Von der Sowjetunion: Das Alaska gegenüberliegende Gebiet der Tschuktschen-Halbinsel sowie Kap Navarin; Stützpunkte auf Kamtschatka (Petropawlowsk) und schließlich Wladiwostok. Dazu kommen die amerikanischen Sonderinteressen in China, die dort bereits durch eine Militärmission vertreten werden, im Persischen Golf, wo eine Option auf daa öl der Bahreininseln erfolgt ist, und das praktisch als Protektorat einverleibte Liberia und schließlich das Ansinnen an Irland, den gesamten Freistaat unter amerikanischen Schutz zu stellen.

Diese Aufzählung enthält sämtliche bereits erfolgten Gebietsübertragungen sowie die bekanntgewordenen amerikanischen Ansprüche. In einer Reihe dieser Stützpunkte sind, wie in Bathurst oder auf den Galapagosinseln, durch Privatverträge vorbereitende Maßnahmen bis zu einer endgültigen Überführung unter amerikanische Kontrolle bereits erfolgt. Über andere Ansprüche, wie z. B. die bei den Generalstabsbesprechungen in Manila erhobenen auf Niederländisch-Indien, sind infolge ihres geheimen Charakters nur ungenaue Nachrichten an die Öffentlichkeit gelangt. Das Gesamtbild indes ist klar.

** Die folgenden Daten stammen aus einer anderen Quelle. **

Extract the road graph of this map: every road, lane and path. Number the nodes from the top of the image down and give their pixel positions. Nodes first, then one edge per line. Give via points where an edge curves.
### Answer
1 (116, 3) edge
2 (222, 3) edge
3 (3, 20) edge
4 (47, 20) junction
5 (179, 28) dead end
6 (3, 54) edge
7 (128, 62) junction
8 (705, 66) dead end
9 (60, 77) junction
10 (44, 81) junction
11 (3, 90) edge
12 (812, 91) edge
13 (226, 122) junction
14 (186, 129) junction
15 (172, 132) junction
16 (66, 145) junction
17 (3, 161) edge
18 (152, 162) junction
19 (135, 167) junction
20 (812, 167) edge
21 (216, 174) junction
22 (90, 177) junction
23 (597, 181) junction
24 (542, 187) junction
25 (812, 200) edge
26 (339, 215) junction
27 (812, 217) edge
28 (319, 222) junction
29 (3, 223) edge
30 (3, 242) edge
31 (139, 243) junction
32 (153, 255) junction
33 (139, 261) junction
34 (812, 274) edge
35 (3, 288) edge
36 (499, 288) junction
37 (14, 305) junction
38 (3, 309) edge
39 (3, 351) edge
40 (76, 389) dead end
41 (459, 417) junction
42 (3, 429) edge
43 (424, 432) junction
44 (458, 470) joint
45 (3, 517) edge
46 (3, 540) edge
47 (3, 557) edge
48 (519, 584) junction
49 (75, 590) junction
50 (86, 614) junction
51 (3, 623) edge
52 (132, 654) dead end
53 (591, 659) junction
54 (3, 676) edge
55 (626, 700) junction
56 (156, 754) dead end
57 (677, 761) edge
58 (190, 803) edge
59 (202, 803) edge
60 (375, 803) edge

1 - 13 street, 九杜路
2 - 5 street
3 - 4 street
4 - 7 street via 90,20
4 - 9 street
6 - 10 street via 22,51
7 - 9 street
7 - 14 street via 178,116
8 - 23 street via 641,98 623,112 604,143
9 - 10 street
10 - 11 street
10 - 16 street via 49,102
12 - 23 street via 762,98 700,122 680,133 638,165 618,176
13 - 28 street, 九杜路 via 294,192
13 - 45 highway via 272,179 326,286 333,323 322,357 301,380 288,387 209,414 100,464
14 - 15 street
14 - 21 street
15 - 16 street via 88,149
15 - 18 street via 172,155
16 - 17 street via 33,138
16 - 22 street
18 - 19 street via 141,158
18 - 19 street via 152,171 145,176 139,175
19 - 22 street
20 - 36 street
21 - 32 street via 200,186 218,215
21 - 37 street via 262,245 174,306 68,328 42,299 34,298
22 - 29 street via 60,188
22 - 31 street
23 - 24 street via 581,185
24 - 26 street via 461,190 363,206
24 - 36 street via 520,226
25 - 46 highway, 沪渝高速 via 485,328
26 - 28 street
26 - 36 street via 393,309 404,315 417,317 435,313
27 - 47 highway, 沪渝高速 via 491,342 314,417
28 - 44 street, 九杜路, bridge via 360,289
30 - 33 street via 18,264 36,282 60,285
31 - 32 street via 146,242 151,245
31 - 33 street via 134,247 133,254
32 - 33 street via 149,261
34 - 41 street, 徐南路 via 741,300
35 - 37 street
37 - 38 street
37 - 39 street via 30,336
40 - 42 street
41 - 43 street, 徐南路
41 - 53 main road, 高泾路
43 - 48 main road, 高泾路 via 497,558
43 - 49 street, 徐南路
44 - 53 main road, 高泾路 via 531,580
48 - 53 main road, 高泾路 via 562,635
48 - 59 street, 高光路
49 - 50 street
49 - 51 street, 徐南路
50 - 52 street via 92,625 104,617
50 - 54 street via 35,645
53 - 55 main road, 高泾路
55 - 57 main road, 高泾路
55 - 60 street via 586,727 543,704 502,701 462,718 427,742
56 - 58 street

Der Amerikanismus sieht die Stunde gekommen, zu der sich Andrew Carnegies Vision, die Welt werde Amerika einst zu Füßen liegen, verwirklichen soll. Nachdem sich das britische Weltreich in der Stunde der Verzweiflung dem amerikanischen Vormachtanspruch gebeugt hat, nachdem ein halbes Jahrhundert Dollardiplomatie erst in Südamerika und dann in allen anderen Erdteilen die vorbereitenden Stufen für eine amerikanische Weltherrschaft schlug, glaubt nun der Kaiser der Puritaner im Weißen Haus in diesem Kriege die Gelegenheit zu finden, um den Gipfel zu erklimmen. Schon hört man indes über alle sieben Weltmeere den düsteren Chor, der wie in der griechischen Tragödie ankündigt, daß die Hybris von den Handelnden Gewalt ergriffen hat und sie aus schwindelnder Höhe herabstürzt. Die Vereinigten Staaten sind der Kontinent der Maßlosigkeit geworden. Maßlos in seinen Zielen, maßlos in seinen Triebkräften. Ehe aber noch dieses Programm der Weltwirtschaft in allen vier Windrichtungen Wirklichkeit wird, setzt der Umschwung schon ein.